Out of that deliberate approach evolved a distinct and remarkable fiddle style. Molsky’s power lies in his bow, which he wields like a master chef with a knife: rough, free, and deadly accurate. His touch can be flippant, a skipping rock on choppy waters, or furious, a cyclone of ringing strings and flying bow hairs. Less central, but no less admirable are Molsky’s banjo and guitar skills. His singing is understated, but plaintive. He is one of the rare performers who is able to take the stage by himself (which he will at Club Passim) and command it effortlessly.
Molsky has never been a purist. Even his early solo albums contain the occasional modern touch, in the form of an original tune or a guest appearance by a non-traditionalist. Following a flurry of activity in the early 2000s, Molsky’s solo output has slowed in favor of collaborative and cross-genre projects, from Fiddlers 4, which featured Cajun fiddle legend Michael Doucet, to the global folk supergroup Mozaik.
The collaboration with Anonymous 4, titled “1865,” is by far Molsky’s most unlikely. The medieval quartet’s pristine, stately style of singing is the antithesis of everything old-time music purports to be: rugged, wild, imperfect. Released in 2015, “1865” arrived in time for the 150-year anniversary of the end of the Civil War, and it mines the music of that time, both traditional and composed, northern and southern. Molsky is a subtle presence, at times blending his voice into the lower register and at others lending a gentle banjo warble to the quartet’s crystalline choral arrangements.

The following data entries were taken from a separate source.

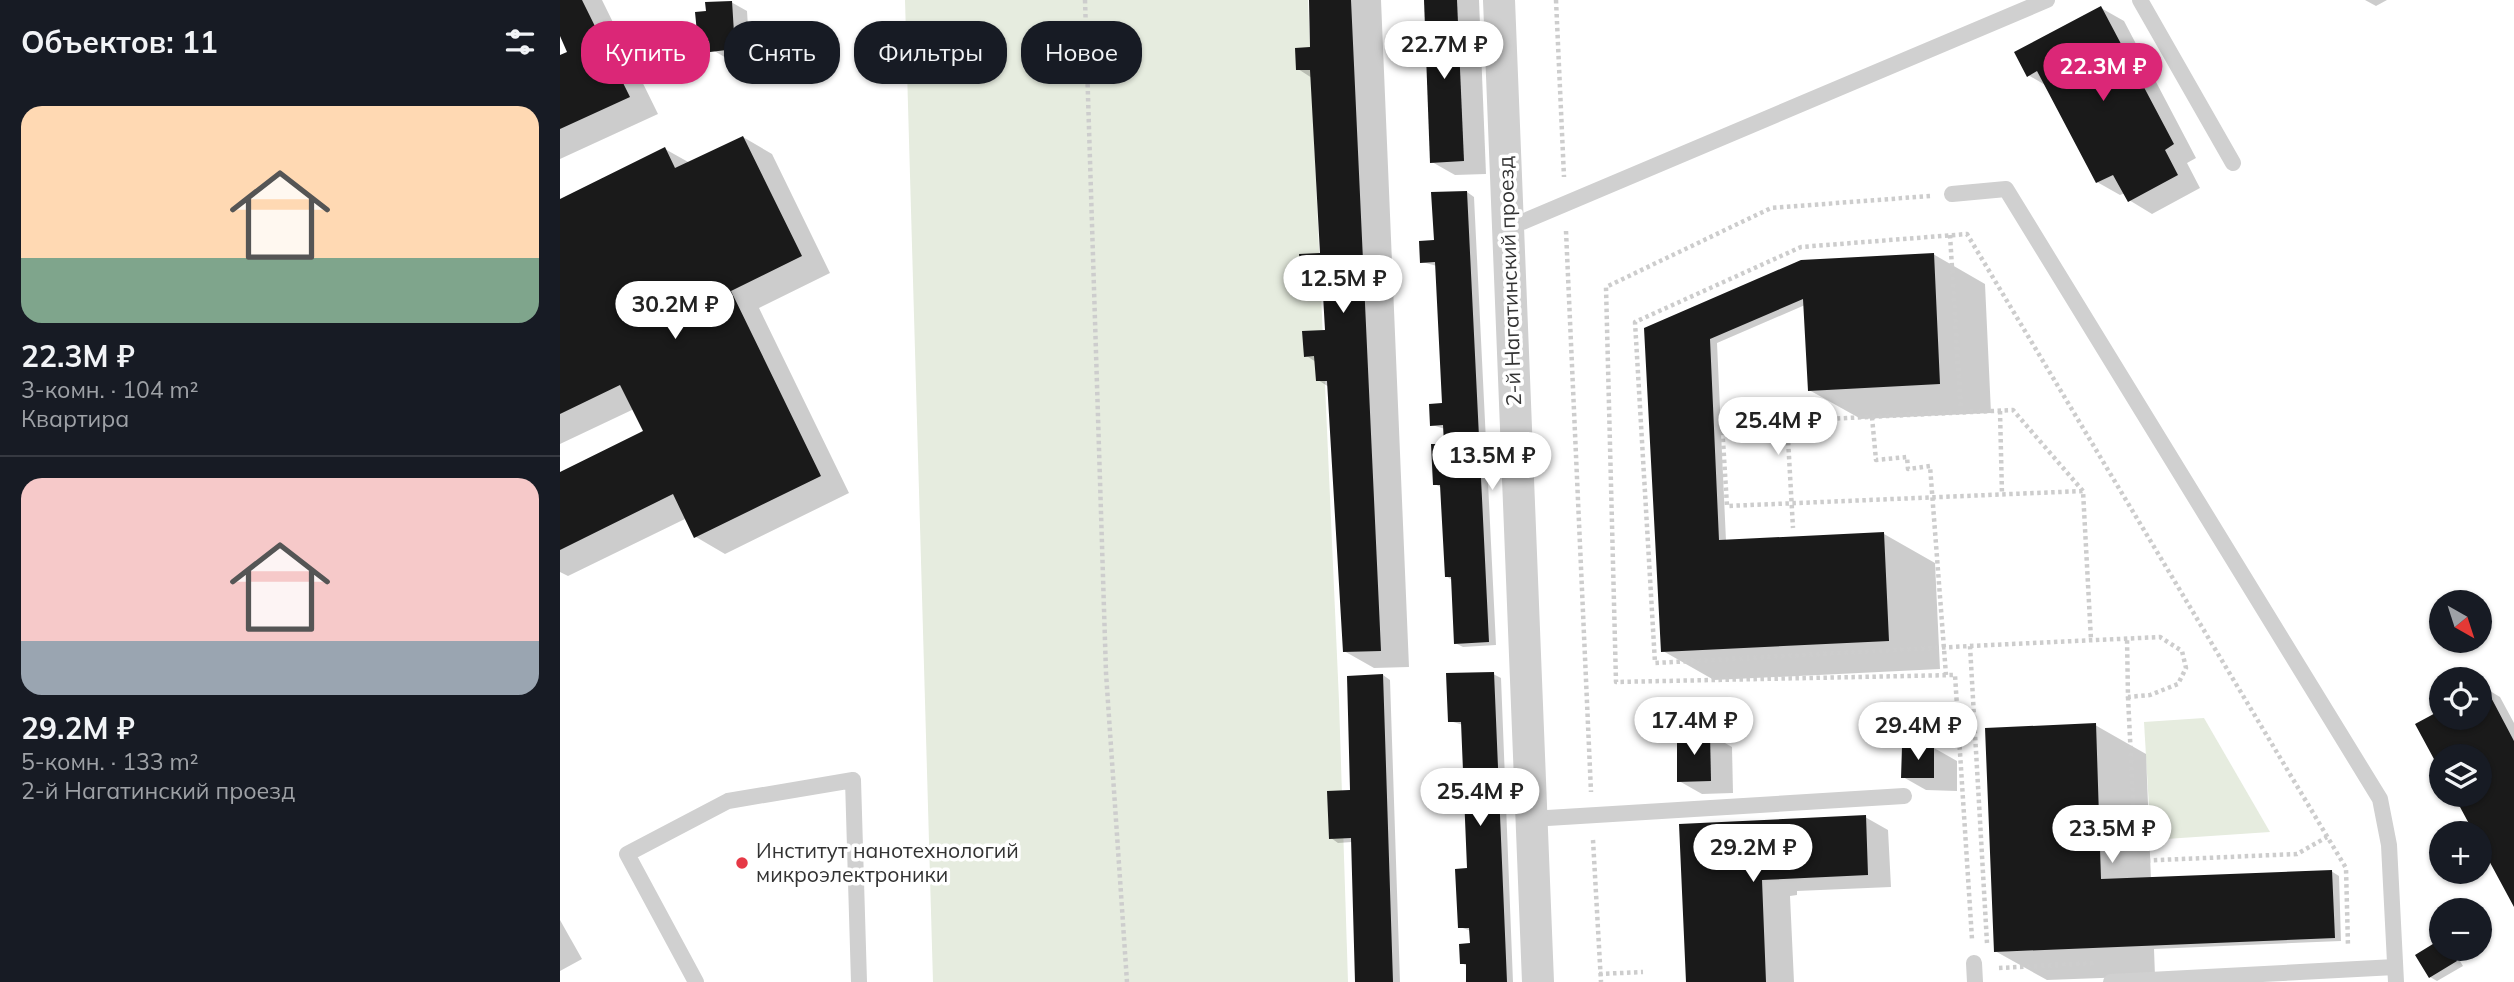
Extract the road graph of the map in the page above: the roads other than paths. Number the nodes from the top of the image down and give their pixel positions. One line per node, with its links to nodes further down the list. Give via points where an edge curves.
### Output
1 (1499, 0): 6 (street, 2-й Нагатинский проезд)
2 (2047, 0): 6 (lane)
3 (2140, 0): 4 (lane)
4 (2233, 163)
5 (1952, 194): 10 (lane, via 2006,190 2380,799 2389,845)
6 (1508, 228): 8 (street, 2-й Нагатинский проезд)
7 (1904, 796): 8 (lane)
8 (1531, 819): 13 (street, 2-й Нагатинский проезд)
9 (1984, 963): 14 (lane)
10 (2395, 974): 15 (lane)
11 (696, 982): 12 (lane, via 627,854 729,801 853,780)
12 (859, 982)
13 (1538, 982)
14 (1975, 982)
15 (2111, 982)

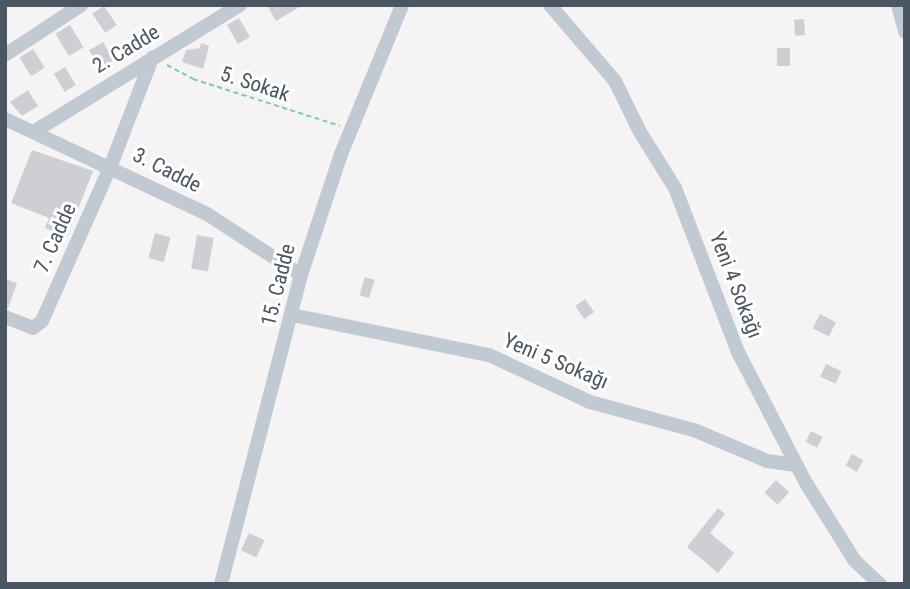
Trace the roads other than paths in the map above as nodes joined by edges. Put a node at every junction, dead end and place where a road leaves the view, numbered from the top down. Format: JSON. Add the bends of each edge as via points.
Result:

“People are the same everywhere you go,” says Molsky. “That’s one of the nice things about folk music. I’ve dug into some other traditions too: Scottish and Irish and Scandinavian music. The music all performs a similar function for people in their lives. It’s an escape and it’s an expression of their culture and it’s a social kind of magnet. And in that sense it really does prove that people are similar. If you look at it that way, then all these different styles of music are just stories told in different accents, but they’re all pretty similar stories. Except,” he adds with a chuckle, “we like murder ballads more.”
Many of the pieces on “1865” rest in historical specificity, from Walter Kittredge’s Union soldier song “Tenting on the Old Camp Ground” to a lament for a faraway Confederate lover in “The Southern Soldier Boy.” Yet, like Molsky’s ancient fiddle tunes, they somehow feel familiar. Stephen Foster’s American classic “Hard Times Come Again No More” receives one of the most organic arrangements. The song seems built as much for Molsky’s earthy fiddle as Anonymous 4’s translucent harmonies, which rise warmly in the chorus. At the end, all six voices—Molsky, his fiddle, and the quartet—converge in delicate unison, a fitting tribute to the fragility that binds us all.